Here AbcModuleState is enqueued and passed to the worker threads. This seems really dangerous because even running the destructors of anything containing an IdString would be a data race leading to undefined behavior and also corrupt refcounts in practice. The workers do make sure to return it back to the main thread, so it's not clear whether something like that is happening here, but at the point of writing this, I can't tell whether run_abc will access or destruct any of the contained main-thread-only RTLIL objects. (Update: After spending too much time reviewing this, my verdict is that this code does have data races but that those might very well be impossible to hit during testing without dedicated stress testing trying to hit those specifically. More importantly, my verdict changed multiple times while I kept looking at more and more code to figure out whether certain scenarios are possible or not.)

Independent of whether this code has any actual race conditions, I'd like to avoid passing ownership or sharing references across threads if the receiving thread isn't actually free to make normal use of the data it receives. If that's not guaranteed, reviewing isolated changes just becomes too involved. Even assuming run_abc wouldn't use any RTLIL objects, every change to run_abc or any other AbcModuleState methods called by run_abc has to be carefully checked for the absence of any accesses to its RTLIL(-containing) members, but there's not necessarily any indication of that being necessary when looking at the diff of such a future change in isolation.

In contrast, ensuring that we don't give worker threads unguarded access to RTLIL objects in the first place is something that has to be uphold at the point where we enqueue work for the workers, so the code that says "danger: threads ahead" would be the same code that mentions the data that says "danger: main thread only", making it much easier to spot issues during review. This is not a complete or perfect solution, there are some hypothetical sequences of changes that look reasonable when viewing each diff in isolation, but that still would end up tunneling RTLIL data into a worker thread, I just think those would be much less likely to occur naturally.

In this case I think the main-thread-only-data could either be kept separate from the enqueued work-item or if we want to store it within the work item, we should have some main_thread_only<T> wrapper that has destructor and accessor that log_error when invoked from a worker thread.

If all that is too restrictive, we first need to come up with a story to at least have data-race-free shared read-only worker-thread RTLIL access concurrent to the main-thread mutating different RTLIL objects (not shared with workers), at which point we could add and use wrapper types for read only RTLIL references that only expose the API that is safe in such a setting.

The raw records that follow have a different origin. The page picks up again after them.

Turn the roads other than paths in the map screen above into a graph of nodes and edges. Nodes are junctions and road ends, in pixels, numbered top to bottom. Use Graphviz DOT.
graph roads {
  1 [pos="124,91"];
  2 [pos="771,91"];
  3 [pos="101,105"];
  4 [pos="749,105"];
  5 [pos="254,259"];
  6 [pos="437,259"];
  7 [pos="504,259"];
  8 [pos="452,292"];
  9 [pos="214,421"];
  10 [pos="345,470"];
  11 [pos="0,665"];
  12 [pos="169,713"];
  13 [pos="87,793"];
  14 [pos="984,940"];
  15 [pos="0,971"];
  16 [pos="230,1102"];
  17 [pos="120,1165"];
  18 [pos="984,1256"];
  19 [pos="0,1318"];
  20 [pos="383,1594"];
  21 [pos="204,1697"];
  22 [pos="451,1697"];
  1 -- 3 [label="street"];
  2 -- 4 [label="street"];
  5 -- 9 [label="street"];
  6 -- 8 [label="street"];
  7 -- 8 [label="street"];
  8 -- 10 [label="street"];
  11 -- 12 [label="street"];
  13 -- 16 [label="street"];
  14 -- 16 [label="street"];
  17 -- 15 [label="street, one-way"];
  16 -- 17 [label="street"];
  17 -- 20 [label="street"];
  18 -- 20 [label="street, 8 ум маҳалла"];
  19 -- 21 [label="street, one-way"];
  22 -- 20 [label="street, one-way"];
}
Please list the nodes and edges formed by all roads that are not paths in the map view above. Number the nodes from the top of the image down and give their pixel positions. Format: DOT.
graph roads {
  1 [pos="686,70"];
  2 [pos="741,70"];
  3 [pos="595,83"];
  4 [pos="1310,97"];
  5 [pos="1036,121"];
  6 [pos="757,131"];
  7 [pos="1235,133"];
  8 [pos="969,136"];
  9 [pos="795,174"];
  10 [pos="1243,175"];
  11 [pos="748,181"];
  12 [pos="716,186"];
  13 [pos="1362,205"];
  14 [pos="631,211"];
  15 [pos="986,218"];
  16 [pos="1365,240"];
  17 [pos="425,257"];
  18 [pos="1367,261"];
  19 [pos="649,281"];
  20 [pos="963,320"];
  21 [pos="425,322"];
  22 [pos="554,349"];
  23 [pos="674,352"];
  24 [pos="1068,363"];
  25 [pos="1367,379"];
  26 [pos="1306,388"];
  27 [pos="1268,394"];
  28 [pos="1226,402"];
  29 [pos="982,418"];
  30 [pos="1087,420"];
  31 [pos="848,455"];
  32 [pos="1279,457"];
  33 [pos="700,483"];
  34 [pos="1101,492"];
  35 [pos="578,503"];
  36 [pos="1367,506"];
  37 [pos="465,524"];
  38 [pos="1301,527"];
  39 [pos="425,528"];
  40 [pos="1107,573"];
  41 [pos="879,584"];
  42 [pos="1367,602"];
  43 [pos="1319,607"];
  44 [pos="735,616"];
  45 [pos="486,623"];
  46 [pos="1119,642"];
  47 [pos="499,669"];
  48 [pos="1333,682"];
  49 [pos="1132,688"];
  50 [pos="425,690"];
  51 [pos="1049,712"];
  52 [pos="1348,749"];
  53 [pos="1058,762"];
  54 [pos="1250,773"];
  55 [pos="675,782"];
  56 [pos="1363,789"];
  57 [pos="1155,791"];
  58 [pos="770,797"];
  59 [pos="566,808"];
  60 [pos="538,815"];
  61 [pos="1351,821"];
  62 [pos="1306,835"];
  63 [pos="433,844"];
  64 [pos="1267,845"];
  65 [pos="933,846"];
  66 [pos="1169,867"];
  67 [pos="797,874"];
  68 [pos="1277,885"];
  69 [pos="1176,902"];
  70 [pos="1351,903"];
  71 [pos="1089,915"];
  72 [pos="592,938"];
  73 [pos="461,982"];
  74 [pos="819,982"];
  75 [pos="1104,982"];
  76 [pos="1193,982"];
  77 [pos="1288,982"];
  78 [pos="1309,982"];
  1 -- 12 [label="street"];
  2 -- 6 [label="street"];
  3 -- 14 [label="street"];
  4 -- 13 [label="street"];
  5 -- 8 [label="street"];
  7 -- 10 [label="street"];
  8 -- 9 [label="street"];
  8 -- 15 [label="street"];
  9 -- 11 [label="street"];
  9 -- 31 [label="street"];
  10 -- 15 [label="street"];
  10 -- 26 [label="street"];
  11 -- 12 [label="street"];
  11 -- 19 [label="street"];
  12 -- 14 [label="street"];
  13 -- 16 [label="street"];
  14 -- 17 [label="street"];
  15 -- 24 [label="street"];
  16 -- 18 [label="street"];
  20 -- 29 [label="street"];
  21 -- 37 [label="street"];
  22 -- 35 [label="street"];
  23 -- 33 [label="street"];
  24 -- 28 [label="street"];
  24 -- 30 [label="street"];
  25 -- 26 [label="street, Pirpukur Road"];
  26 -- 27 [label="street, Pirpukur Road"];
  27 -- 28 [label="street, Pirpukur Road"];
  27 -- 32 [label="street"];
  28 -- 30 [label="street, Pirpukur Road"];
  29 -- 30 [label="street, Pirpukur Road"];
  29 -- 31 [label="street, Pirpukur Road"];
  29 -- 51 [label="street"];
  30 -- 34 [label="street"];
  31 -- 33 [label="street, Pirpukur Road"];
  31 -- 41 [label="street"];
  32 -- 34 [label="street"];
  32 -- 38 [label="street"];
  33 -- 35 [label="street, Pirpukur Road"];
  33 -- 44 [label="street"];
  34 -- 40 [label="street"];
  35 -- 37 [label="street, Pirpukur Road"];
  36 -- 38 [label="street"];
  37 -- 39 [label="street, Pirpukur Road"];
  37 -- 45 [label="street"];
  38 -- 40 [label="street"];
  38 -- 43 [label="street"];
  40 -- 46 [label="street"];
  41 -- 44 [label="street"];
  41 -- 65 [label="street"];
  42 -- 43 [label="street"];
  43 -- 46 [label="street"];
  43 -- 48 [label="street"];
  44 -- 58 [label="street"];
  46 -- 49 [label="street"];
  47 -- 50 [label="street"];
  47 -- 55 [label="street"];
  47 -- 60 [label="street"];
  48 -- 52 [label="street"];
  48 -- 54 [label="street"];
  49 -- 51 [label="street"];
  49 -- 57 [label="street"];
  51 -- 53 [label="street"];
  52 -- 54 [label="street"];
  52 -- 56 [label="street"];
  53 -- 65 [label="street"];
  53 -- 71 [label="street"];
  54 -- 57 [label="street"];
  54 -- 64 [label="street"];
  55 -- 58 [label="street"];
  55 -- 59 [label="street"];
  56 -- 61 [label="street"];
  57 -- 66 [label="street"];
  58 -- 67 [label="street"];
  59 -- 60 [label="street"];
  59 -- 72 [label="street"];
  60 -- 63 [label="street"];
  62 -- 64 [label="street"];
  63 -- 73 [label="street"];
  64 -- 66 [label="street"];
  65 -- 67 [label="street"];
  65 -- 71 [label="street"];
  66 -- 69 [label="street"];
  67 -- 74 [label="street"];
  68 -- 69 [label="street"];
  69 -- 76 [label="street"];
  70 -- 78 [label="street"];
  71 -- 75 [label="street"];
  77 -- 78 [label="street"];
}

Yes, I somewhat blundered here, sorry. run_abc() is the only code that runs on multiple threads, and my intent was that it would only read signal_list and associated non-RTLIL data structures from AbcModuleState, and that's almost true ... except where we call signal_str(), which does dive into some nontrivial RTLIL code outside this module. As it happens I'm pretty sure signal_str() doesn't bump IdString refcounts (and it certainly shouldn't; since it doesn't need to so, that would be inefficient), so I don't see any races here myself --- but you're right, making that a hard requirement is too fragile and not maintainable.

So one way forward here is to move BLIF emission back to the main thread and restructure AbcModuleState so the off-main threads have no direct or indirect references to RTLIL data.

Another way forward is to introduce wrapper types for relevant RTLIL types that are thread-safe and read-only, and require that off-main threads use those types instead of having direct access to RTLIL. I want something like this pretty soon anyway to parallelize other passes, so I think this is probably the way to go here, even though it widens the scope of the work.

I will move this back to draft status for now, come up with a prototype, and we can revisit this in a Discourse thread.

Sounds good, looking forward to the Discourse thread.

In case you're wondering what potential race I thought I spotted, it was between a) the uses of signal_str() on a worker thread, which will reach IdString::c_str executing global_id_storage_.at(index_), and b) the calls of AbcModuleState::prepare_module on the main thread which contains code like if (module->wire(RTLIL::escape_id(clk_str)) != nullptr) which constructs a temporary IdString from the std::string clk_str to look up a wire by a name. That check only makes sense when that wire might potentially be absent, in which case the IdString itself may also be absent. That could then cause the global_id_storage_ to reallocate a larger buffer to store the new name and that races with the worker thread access even though that is entirely read-only.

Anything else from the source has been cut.